Cosa succede davvero spegnendo il modem Wi-Fi la sera prima di dormire: la risposta ti sorprenderà. Cosa c’è da sapere.
In molte case italiane, la piccola lucina verde del modem che lampeggia nel buio è diventata una presenza fissa, quasi un compagno silenzioso delle nostre notti.
Eppure, proprio osservandola, in molti si chiedono se abbia senso lasciarla accesa mentre dormiamo o se spegnere il Wi‑Fi possa portare benefici. La risposta non è univoca: dipende da comodità, sicurezza informatica, salute e perfino risparmio energetico. Analizzare questi aspetti aiuta a capire cosa convenga davvero fare.
Cosa succede spegnendo il modem Wi-Fi la sera prima di dormire
Dal punto di vista pratico, tenere il modem sempre acceso è senza dubbio la scelta più comoda. I router sono progettati per funzionare 24 ore su 24 e spegnerli significa accettare tempi di riavvio che possono durare diversi minuti. Quando il dispositivo viene acceso, deve completare una serie di autodiagnosi, agganciare la linea e negoziare la connessione con il provider: un processo che può risultare fastidioso se abbiamo bisogno di collegarci rapidamente, magari durante un episodio di insonnia o per un’urgenza lavorativa.
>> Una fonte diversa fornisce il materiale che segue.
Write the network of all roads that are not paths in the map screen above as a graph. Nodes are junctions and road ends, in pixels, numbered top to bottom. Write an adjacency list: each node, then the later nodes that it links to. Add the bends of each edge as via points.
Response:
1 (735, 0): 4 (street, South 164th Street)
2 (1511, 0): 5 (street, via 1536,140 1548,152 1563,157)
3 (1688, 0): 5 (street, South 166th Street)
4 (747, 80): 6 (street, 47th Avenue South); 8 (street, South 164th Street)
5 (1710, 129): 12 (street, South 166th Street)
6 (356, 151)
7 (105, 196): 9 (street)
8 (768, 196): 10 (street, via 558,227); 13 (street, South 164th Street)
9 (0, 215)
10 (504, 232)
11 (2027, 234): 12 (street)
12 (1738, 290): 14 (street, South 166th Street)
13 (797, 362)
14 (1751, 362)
La questione diventa ancora più delicata se in casa è presente un sistema di videosorveglianza o dispositivi smart legati alla sicurezza. Spegnere il modem significa interrompere la registrazione delle telecamere e lasciare la casa “cieca” proprio nelle ore notturne, quando la protezione dovrebbe essere massima. Per chi ha costruito un ecosistema domestico basato sul cloud, il Wi‑Fi spento può rappresentare un rischio concreto.
Dall’altro lato, lasciare il router sempre operativo espone a vulnerabilità informatiche. Un modem acceso è un punto di accesso potenzialmente attaccabile: finché il segnale è attivo, un malintenzionato potrebbe tentare di violare la rete. Spegnere il dispositivo durante la notte elimina temporaneamente questa possibilità, rendendo la rete invisibile. Tuttavia, è possibile dormire sonni tranquilli anche con il Wi‑Fi acceso, a patto di configurare correttamente il router. L’uso di protocolli di crittografia avanzati come WPA2 o, meglio ancora, WPA3, insieme alla modifica delle password predefinite, garantisce un livello di protezione adeguato per la maggior parte degli utenti.
Un altro tema spesso dibattuto riguarda la salute. Le onde elettromagnetiche generate dai modem Wi‑Fi sono state classificate dalla IARC nel Gruppo 2B, ovvero “possibilmente cancerogene”. Una definizione che, però, indica una limitata evidenza di rischio negli esseri umani e un’evidenza insufficiente negli animali. È la stessa categoria in cui rientrano sostanze comuni come l’aspartame o l’estratto di aloe vera. Ad oggi non esiste alcuna prova che l’esposizione ai livelli domestici di Wi‑Fi possa causare tumori: si tratta infatti di radiazioni non ionizzanti, incapaci di danneggiare il DNA.

Il Dott. Francesco Bochicchio dell’Istituto Superiore di Sanità ha ribadito che tablet, computer e modem hanno una potenza di emissione simile o inferiore a quella dei telefoni cellulari e che non ci sono rischi nel tenerli accesi di notte. Chi vuole applicare il principio di precauzione può comunque spegnere il modem o allontanare lo smartphone dal cuscino, ma si tratta più di una scelta personale che di una necessità scientifica.
Infine, c’è il tema del risparmio energetico. Un modem consuma in media 8-10 watt: una cifra modesta, ma che, su base annua, si traduce in diversi kilowattora. Spegnendolo per otto ore a notte si risparmia una somma contenuta, nell’ordine di pochi euro all’anno. Un importo minimo per il singolo, ma significativo se moltiplicato per milioni di famiglie. Chi vuole automatizzare il processo può ricorrere a prese temporizzate o soluzioni smart, evitando di ricordarsi ogni sera di staccare la spina.
In definitiva, non esiste una risposta valida per tutti. Spegnere il modem può offrire un piccolo risparmio energetico e una riduzione totale dell’esposizione ai campi elettromagnetici, ma comporta disagi pratici e potenziali rischi per chi utilizza sistemi di sicurezza domestica. Lasciarlo acceso garantisce continuità e comodità, a patto di curare la sicurezza informatica. La scelta migliore dipende dalle abitudini, dalle esigenze e dalla configurazione tecnologica di ciascuna casa.